We had an interesting time with Sun back then. Although they ruled the roost with servers, they manifestly failed to crack the HPC market, and failed to bring to market stuff we thought we had bought. The E-cache problems were also fun. All ancient history now.
That’s a great point. I don’t know where you got vaccinated, but where I got vaccinated (in a hospital) no one was writing down scads of long hex codes. And you get yet more during the second dose - which I got drive through with even less paperwork.
I also wonder if they’d get excreted. If so people tracking someone might wind up in an interesting a appropriate place.
Did you work on it? Because the disaster visible outside was nothing like the disaster on the inside. People were quitting before their sabbaticals. No one at Intel wanted to transfer in, and we weren’t allowed to transfer out. My psychotic boss tried. I tried to go to the CAD group. When they refused I quit. Then they said I could. I laughed at them.
I could write a book, but Intel would no doubt sue me. Maybe an sf book some day.
They don’t have to write them down. They just have the black helicopters scan your unique population of hex codes.
Ah, I stand corrected. I had a mental image of something visibly sticking out from the chip, like the antenna on my wireless router.
So going with the hypothetical that such a thing COULD be made small enough to be injected with a normal-sized syringe, and readers built into, say, doorways that somehow are strong enough to read a chip from a meter or so away (without somehow frying other nearby electronics like phones or pacemakers), then the whole microchip conspiracy theory is quite plausible.
Or, oh wait, the OTHER thing. Pretty sure we’re not quite the point of either of those hypotheticals.
Intel used to sell keychains with embedded chips in their (very early) online gift store. I used to have a P54c and a Pentium Pro, back when the Pentium Pro was still a high-dollar item.

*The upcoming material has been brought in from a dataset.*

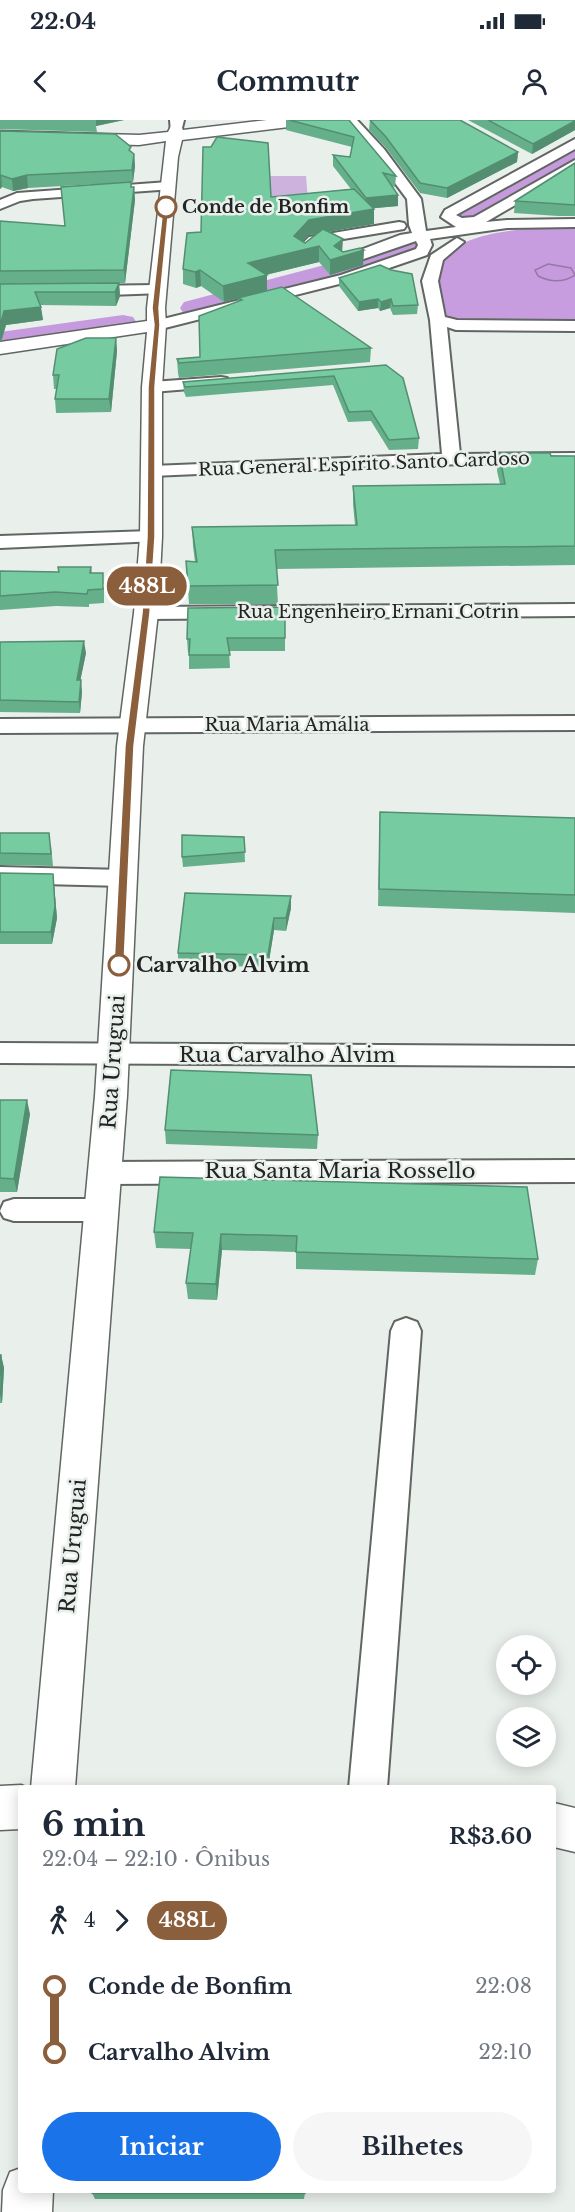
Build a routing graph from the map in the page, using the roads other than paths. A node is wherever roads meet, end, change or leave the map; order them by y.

When I was there we got given some of these. There was an I think 150 MHz Pentium which just got replaced by a 155 MHz version, and rumor had it that the chips in the jewelry were good.
I’m pretty sure the Sparcs on my project awards didn’t work, but I knew the yields.
I’ve also heard that a lot of the flawed first-generation Pentia, with the bad floating-point-division look-up table, got turned into jewelry. They also would have been functional, if one didn’t mind that division was slightly off.
I just remembered I have photos that show the old keychains.
My brother worked at Intel for a while during the Pentium era and I have one of the Pentium keychains but it doesn’t look like any of those – it’s simply encased in plastic with an Intel logo on something thin and opaque underlying it to hide the back.
The one on the right is a full CPU that I used to run. I was just comparing the die sizes or something when I made the photo.